Moltissimo! Ho già fatto un Ecm lo scorso anno con Club Medici e ripeteremo anche quest’anno l’esperienza. Lo sviluppo dell’empatia e la limitazione dello stress passano anche attraverso l’arte. Si dice che l’arte sia in grado di “rallentare il battito”, ha un effetto calmante sulle persone. In questo caso gli obiettivi del corso sono molteplici: promuovere le attività culturali, dare ai medici dei consigli utili nell’ottica di spronarli a frequentare i musei o comunque dedicarsi al loro benessere. Il messaggio finale è questo: prendetevi il vostro tempo! Il medico deve rigenerarsi e questa rigenerazione passa anche dall’arte e dalla cultura, dal disegno, dalla lettura o dalla musica. Per quanto riguarda l’empatia, invece, il discorso è molto delicato: l’assunto di base è che un medico non può condividere il dolore del malato, non può immedesimarsi, altrimenti non potrebbe curarlo nel modo giusto.
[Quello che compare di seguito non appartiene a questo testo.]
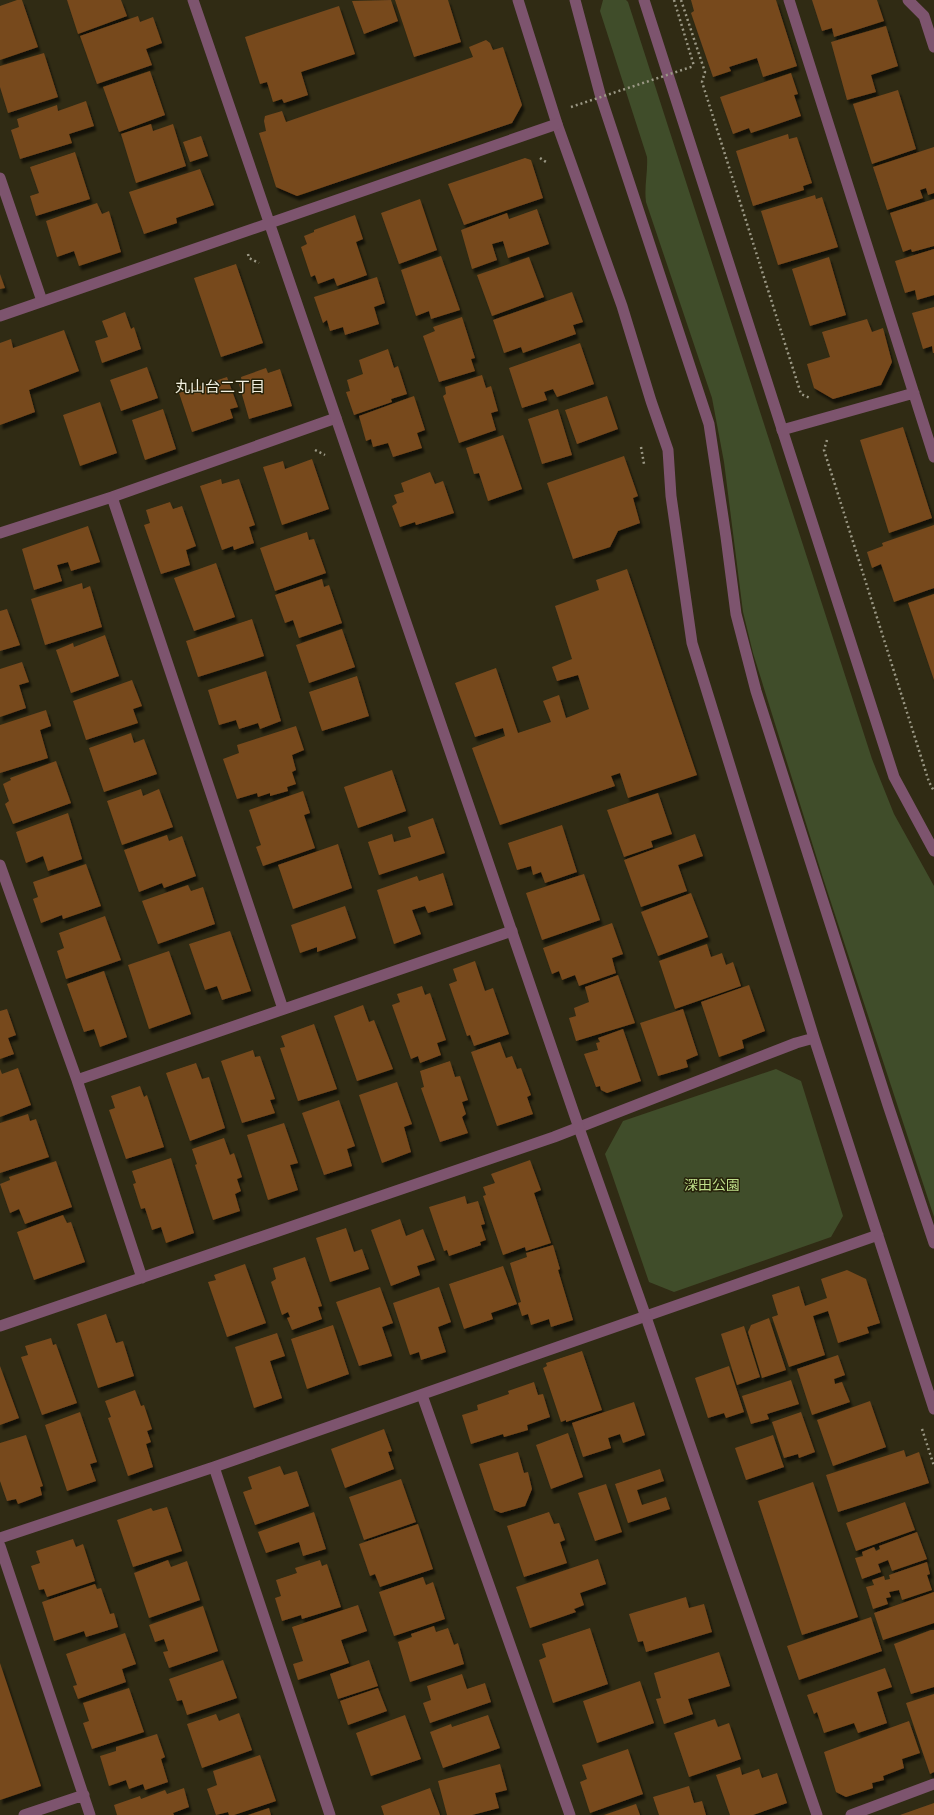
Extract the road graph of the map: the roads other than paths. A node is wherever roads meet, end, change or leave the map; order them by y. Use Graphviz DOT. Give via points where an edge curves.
graph roads {
  1 [pos="193,0"];
  2 [pos="518,0"];
  3 [pos="575,0"];
  4 [pos="644,0"];
  5 [pos="789,0"];
  6 [pos="908,0"];
  7 [pos="934,46"];
  8 [pos="557,124"];
  9 [pos="0,178"];
  10 [pos="270,223"];
  11 [pos="42,301"];
  12 [pos="0,316"];
  13 [pos="914,393"];
  14 [pos="336,418"];
  15 [pos="782,430"];
  16 [pos="934,457"];
  17 [pos="112,497"];
  18 [pos="0,533"];
  19 [pos="934,850"];
  20 [pos="0,865"];
  21 [pos="512,931"];
  22 [pos="283,1009"];
  23 [pos="814,1038"];
  24 [pos="77,1080"];
  25 [pos="579,1128"];
  26 [pos="878,1236"];
  27 [pos="934,1243"];
  28 [pos="142,1278"];
  29 [pos="646,1317"];
  30 [pos="0,1326"];
  31 [pos="422,1395"];
  32 [pos="934,1409"];
  33 [pos="214,1467"];
  34 [pos="0,1538"];
  35 [pos="0,1546"];
  36 [pos="934,1784"];
  37 [pos="84,1795"];
  38 [pos="24,1815"];
  39 [pos="90,1815"];
  40 [pos="330,1815"];
  41 [pos="570,1815"];
  42 [pos="817,1815"];
  43 [pos="851,1815"];
  1 -- 10 [label="street"];
  2 -- 8 [label="street"];
  3 -- 27 [label="street" via="600,94 709,424 736,614 756,691"];
  4 -- 15 [label="street"];
  5 -- 13 [label="street"];
  6 -- 7 [label="street" via="924,16"];
  8 -- 10 [label="street"];
  8 -- 23 [label="street" via="622,306 668,450 671,496 692,643"];
  9 -- 11 [label="street"];
  10 -- 11 [label="street"];
  10 -- 14 [label="street"];
  11 -- 12 [label="street"];
  13 -- 15 [label="street"];
  13 -- 16 [label="street"];
  14 -- 17 [label="street"];
  14 -- 21 [label="street"];
  15 -- 19 [label="street" via="894,777"];
  17 -- 18 [label="street"];
  17 -- 22 [label="street"];
  20 -- 24 [label="street"];
  21 -- 22 [label="street"];
  21 -- 25 [label="street"];
  22 -- 24 [label="street"];
  23 -- 25 [label="street"];
  23 -- 26 [label="street"];
  24 -- 28 [label="street"];
  25 -- 28 [label="street"];
  25 -- 29 [label="street"];
  26 -- 29 [label="street"];
  26 -- 32 [label="street"];
  28 -- 30 [label="street"];
  29 -- 31 [label="street"];
  29 -- 42 [label="street"];
  31 -- 33 [label="street"];
  31 -- 41 [label="street"];
  33 -- 34 [label="street"];
  33 -- 40 [label="street"];
  35 -- 37 [label="street"];
  36 -- 43 [label="street"];
  37 -- 38 [label="street"];
  37 -- 39 [label="street"];
}
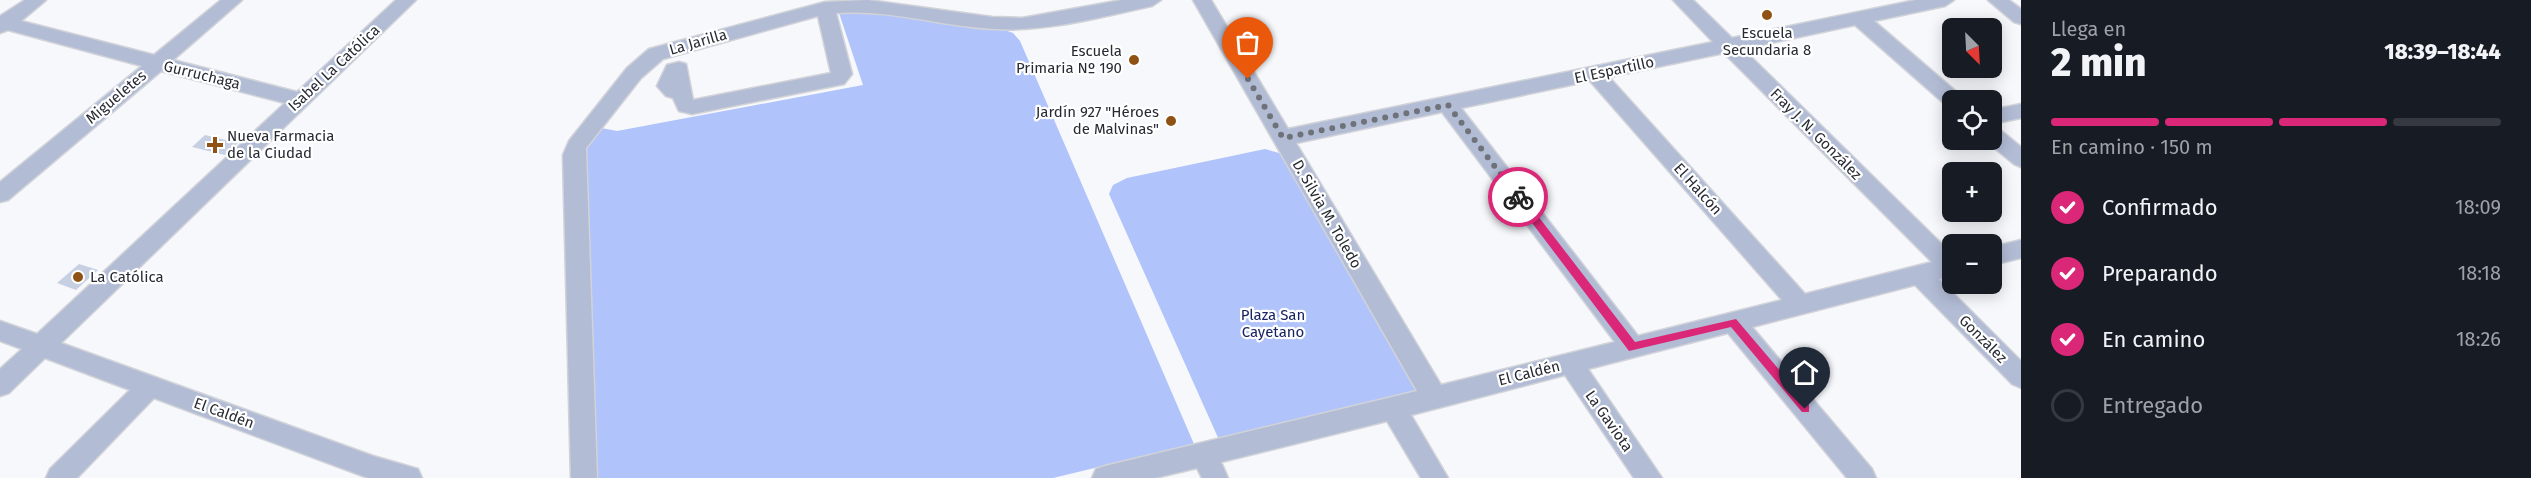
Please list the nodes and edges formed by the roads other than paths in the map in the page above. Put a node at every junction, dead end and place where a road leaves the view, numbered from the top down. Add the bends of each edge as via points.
1 (37, 0) edge
2 (233, 0) edge
3 (407, 0) edge
4 (1152, 0) edge
5 (1202, 0) edge
6 (1682, 0) edge
7 (1945, 0) edge
8 (1997, 0) edge
9 (825, 8) junction
10 (1859, 18) junction
11 (2021, 18) edge
12 (2, 24) edge
13 (1726, 46) junction
14 (156, 64) junction
15 (1595, 74) junction
16 (1942, 90) edge
17 (681, 91) dead end
18 (299, 100) junction
19 (1448, 105) junction
20 (2021, 111) edge
21 (2002, 115) edge
22 (1283, 138) junction
23 (2002, 143) edge
24 (2021, 159) edge
25 (0, 194) edge
26 (2021, 249) edge
27 (2002, 254) edge
28 (1942, 257) edge
29 (1942, 270) edge
30 (1920, 275) junction
31 (1801, 305) junction
32 (1733, 322) junction
33 (0, 331) edge
34 (40, 347) junction
35 (1633, 347) junction
36 (1570, 363) junction
37 (2021, 377) edge
38 (0, 385) edge
39 (150, 386) junction
40 (1434, 397) junction
41 (1394, 408) junction
42 (1204, 454) junction
43 (370, 473) edge
44 (59, 478) edge
45 (409, 478) edge
46 (584, 478) edge
47 (1105, 478) edge
48 (1215, 478) edge
49 (1435, 478) edge
50 (1649, 478) edge
51 (1863, 478) edge

1 - 12 street
2 - 14 street, Migueletes
3 - 18 street, Isabel La Católica
4 - 9 street, La Jarilla via 1022,24 878,6
5 - 22 street, D. Silvia M. Toledo
6 - 13 street, Fray J. N. González
7 - 10 street, El Espartillo
8 - 11 street
9 - 17 street via 842,74 837,79 692,107 682,101
9 - 46 street, La Jarilla via 656,54 634,73 576,146 573,164
10 - 13 street, El Espartillo
10 - 16 street
12 - 14 street, Gurruchaga
13 - 15 street, El Espartillo
13 - 28 street, Fray J. N. González
14 - 18 street, Gurruchaga
14 - 25 street, Migueletes
15 - 19 street, El Espartillo
15 - 31 street, El Halcón
18 - 34 street, Isabel La Católica
19 - 22 street, El Espartillo
19 - 35 street
20 - 21 street
22 - 40 street, D. Silvia M. Toledo
23 - 24 street
26 - 27 street
29 - 30 street, El Caldén
30 - 31 street, El Caldén
30 - 37 street, González
31 - 32 street, El Caldén
32 - 35 street, El Caldén
32 - 51 street
33 - 34 street, El Caldén
34 - 38 street, Isabel La Católica
34 - 39 street, El Caldén
35 - 36 street, El Caldén
36 - 40 street, El Caldén
36 - 50 street, La Gaviota
39 - 43 street, El Caldén
39 - 44 street
40 - 41 street, El Caldén
41 - 42 street, El Caldén
41 - 49 street
42 - 47 street, El Caldén
42 - 48 street
43 - 45 street, El Caldén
Ma il medico può usare la sua comprensione. Può comprendere come sta un’altra persona. E per farlo ha bisogno di “leggere” gli atteggiamenti del corpo, gli sguardi, le emozioni del paziente. L’arte in questo processo può essere di grandissimo aiuto: i ritratti, ad esempio, ci mettono davanti agli occhi proprio i diversi sentimenti dell’essere umano. Sviluppa una sensibilità molto forte. Attraverso i quadri possiamo apprendere e quindi comprendere.
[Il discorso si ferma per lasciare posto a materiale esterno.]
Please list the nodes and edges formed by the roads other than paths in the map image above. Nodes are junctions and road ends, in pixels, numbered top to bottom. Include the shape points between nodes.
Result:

Lei fa parte anche del comitato e scientifico di "Cultura è Salute". Perché ha aderito al network e cosa apprezza particolarmente?
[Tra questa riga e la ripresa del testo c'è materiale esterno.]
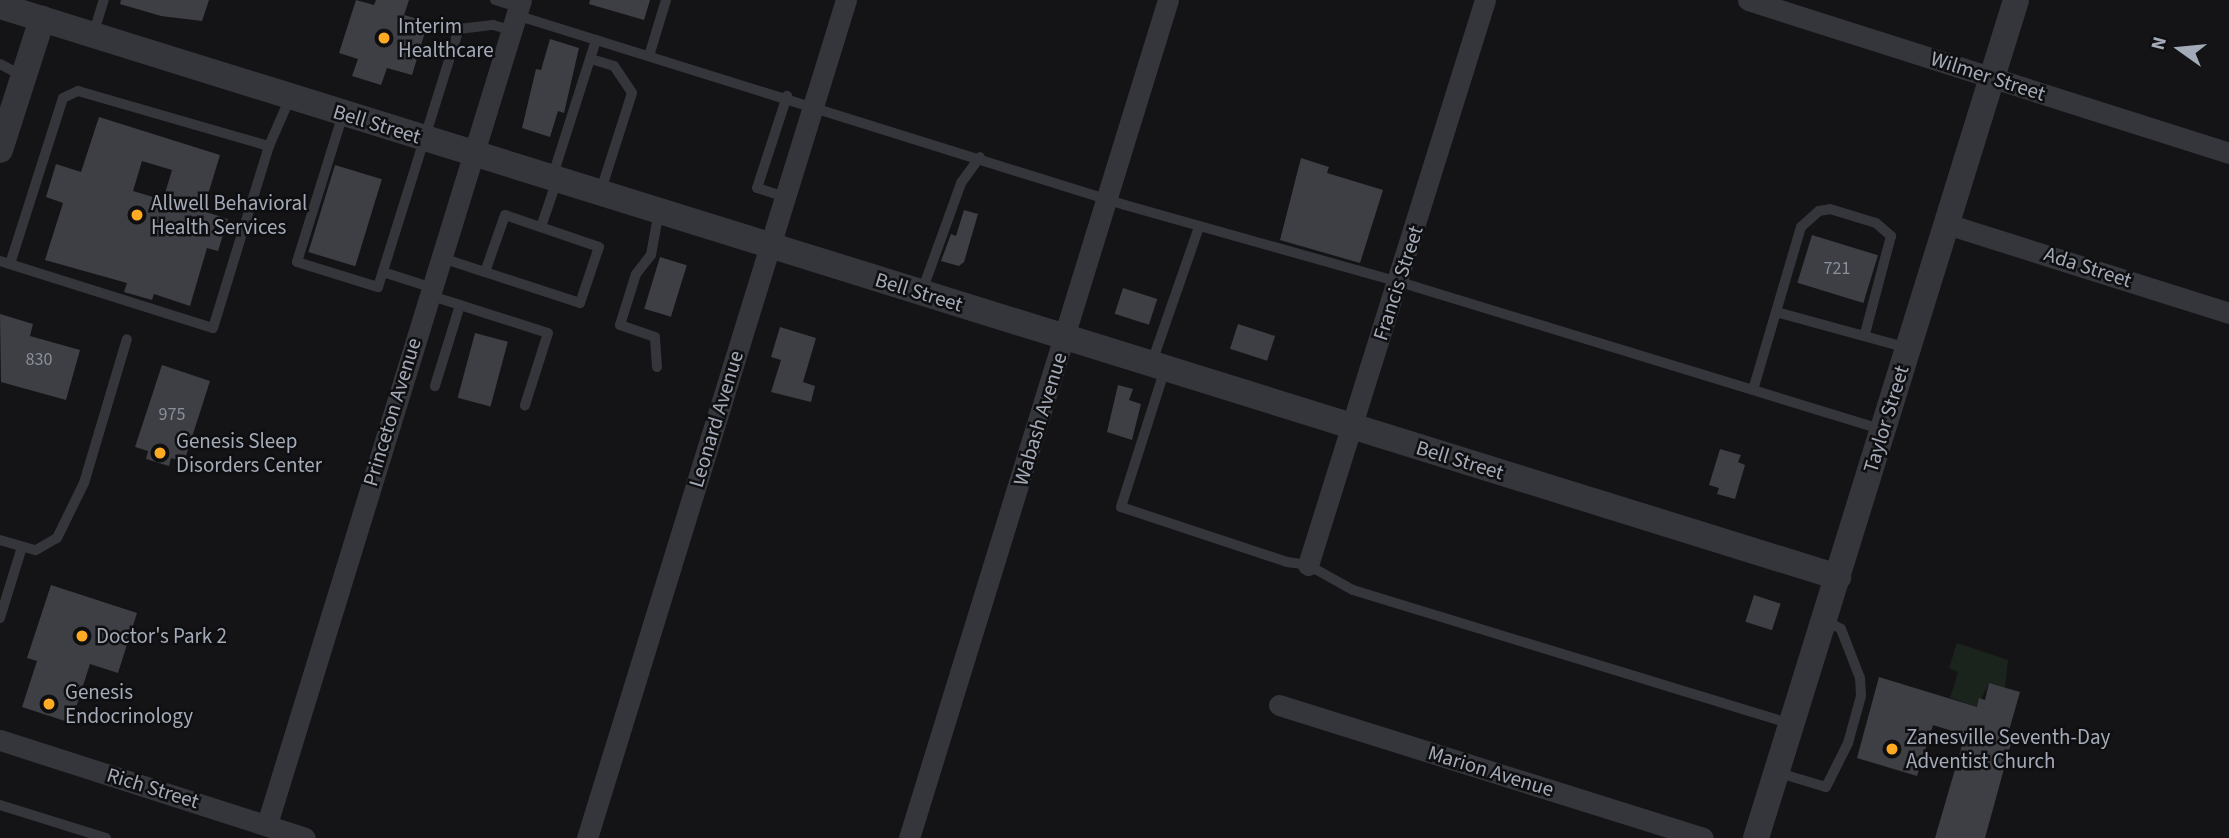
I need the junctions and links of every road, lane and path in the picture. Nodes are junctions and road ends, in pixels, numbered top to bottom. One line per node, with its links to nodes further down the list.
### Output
1 (104, 0): 12 (lane)
2 (495, 0): 10 (lane)
3 (666, 0): 14 (lane)
4 (846, 0): 20 (street, Leonard Avenue)
5 (1168, 0): 31 (street, Wabash Avenue)
6 (1485, 0): 41 (street, Francis Street)
7 (1748, 0): 17 (street, Wilmer Street)
8 (2016, 0): 17 (street, Taylor Street)
9 (0, 6): 11 (street, Bell Street)
10 (516, 13): 13 (lane); 22 (lane); 25 (street, Princeton Avenue)
11 (43, 14): 12 (street, Bell Street); 16 (street)
12 (93, 36): 19 (street, Bell Street)
13 (596, 40): 14 (lane); 15 (lane)
14 (649, 56): 18 (lane)
15 (590, 59): 28 (lane); 29 (lane)
16 (11, 70): 24 (street)
17 (1992, 78): 26 (street, Wilmer Street); 33 (street, Taylor Street)
18 (787, 96): 20 (lane); 30 (lane)
19 (290, 97): 21 (street, Bell Street); 23 (lane)
20 (814, 104): 27 (lane); 30 (street, Leonard Avenue)
21 (343, 114): 22 (street, Bell Street); 39 (lane)
22 (424, 139): 25 (street, Bell Street); 39 (lane)
23 (269, 146): 38 (lane); 38 (lane)
24 (0, 150)
25 (471, 153): 28 (street, Bell Street); 37 (street, Princeton Avenue)
26 (2229, 153)
27 (979, 157): 31 (lane); 43 (lane)
28 (555, 179): 29 (street, Bell Street); 34 (lane)
29 (600, 193): 32 (street, Bell Street)
30 (785, 197): 36 (street, Leonard Avenue)
31 (1108, 199): 35 (lane); 49 (street, Wabash Avenue)
32 (659, 211): 36 (street, Bell Street); 51 (lane)
33 (1947, 224): 46 (street, Ada Street); 50 (street, Taylor Street)
34 (541, 227): 40 (lane); 40 (lane)
35 (1199, 227): 41 (lane); 52 (lane)
36 (770, 246): 43 (street, Bell Street); 72 (street, Leonard Avenue)
37 (439, 257): 40 (lane); 42 (street, Princeton Avenue)
38 (5, 262)
39 (383, 272): 42 (lane)
40 (485, 272)
41 (1399, 284): 54 (lane); 56 (street, Francis Street)
42 (429, 291): 44 (lane); 69 (street, Princeton Avenue)
43 (922, 293): 49 (street, Bell Street)
44 (460, 305): 53 (lane); 55 (lane)
45 (1776, 312): 47 (lane); 47 (lane); 54 (lane)
46 (2229, 313)
47 (1865, 334): 50 (lane)
48 (127, 338): 59 (lane)
49 (1065, 338): 52 (street, Bell Street); 73 (street, Wabash Avenue)
50 (1908, 348): 57 (street, Taylor Street)
51 (657, 367)
52 (1158, 367): 56 (street, Bell Street); 60 (lane)
53 (435, 386)
54 (1753, 390): 57 (lane)
55 (525, 404)
56 (1351, 427): 60 (street, Francis Street); 61 (street, Bell Street)
57 (1883, 430): 61 (street, Taylor Street)
58 (0, 540): 59 (lane)
59 (22, 547): 62 (lane)
60 (1308, 565): 65 (lane)
61 (1838, 577): 63 (street, Taylor Street)
62 (0, 618)
63 (1825, 619): 65 (street, Taylor Street); 67 (lane)
64 (1279, 705): 74 (street, Marion Avenue)
65 (1791, 724): 67 (street, Taylor Street)
66 (0, 740): 69 (street, Rich Street)
67 (1776, 772): 75 (street, Taylor Street)
68 (0, 805): 70 (lane)
69 (267, 824): 71 (street, Rich Street)
70 (106, 838)
71 (305, 838)
72 (587, 838)
73 (909, 838)
74 (1703, 838)
75 (1756, 838)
Molti medici nel corso della loro vita sono anche degli artisti. Medicina ed arte hanno viaggiato sempre insieme, nei secoli scorsi come al giorno d’oggi, quindi già a livello storico il riscontro è forte. Ho aderito a “Cultura è Salute” perché ritengo che l’arte sia uno strumento fondamentale per la formazione in area medico-sanitaria e il vostro network promuove proprio questa filosofia. Mi ha convinta perché credo che ci sia ancora poca conoscenza di queste opportunità, nell’ambito del benessere legato alla cultura, oppure se ne parla poco, magari solo quando riguarda i soggetti affetti da disabilità o in altri casi particolari. Io credo che invece dovrebbe essere un tema totalizzante: ad ognuno di noi servirebbe un’ora al giorno per dedicarsi al disegno, alla musica, al teatro, alla letteratura. Significa prendersi cura di se stessi e questo incide significativamente sul benessere fisico e mentale. Inoltre è di grande aiuto nel rapporto medico-paziente. “Cultura è Salute” infine rappresenta un network e ciò vuol dire che ha la capacità di correlare le diverse realtà presenti sul territorio; ciò è molto importante per fare rete e discutere insieme, per far sì che le associazioni non siano solo di nicchia, ma ogni cittadino possa avere l’opportunità di usufruirne. In fondo al centro di tutto rimane un solo obiettivo: il benessere della persona.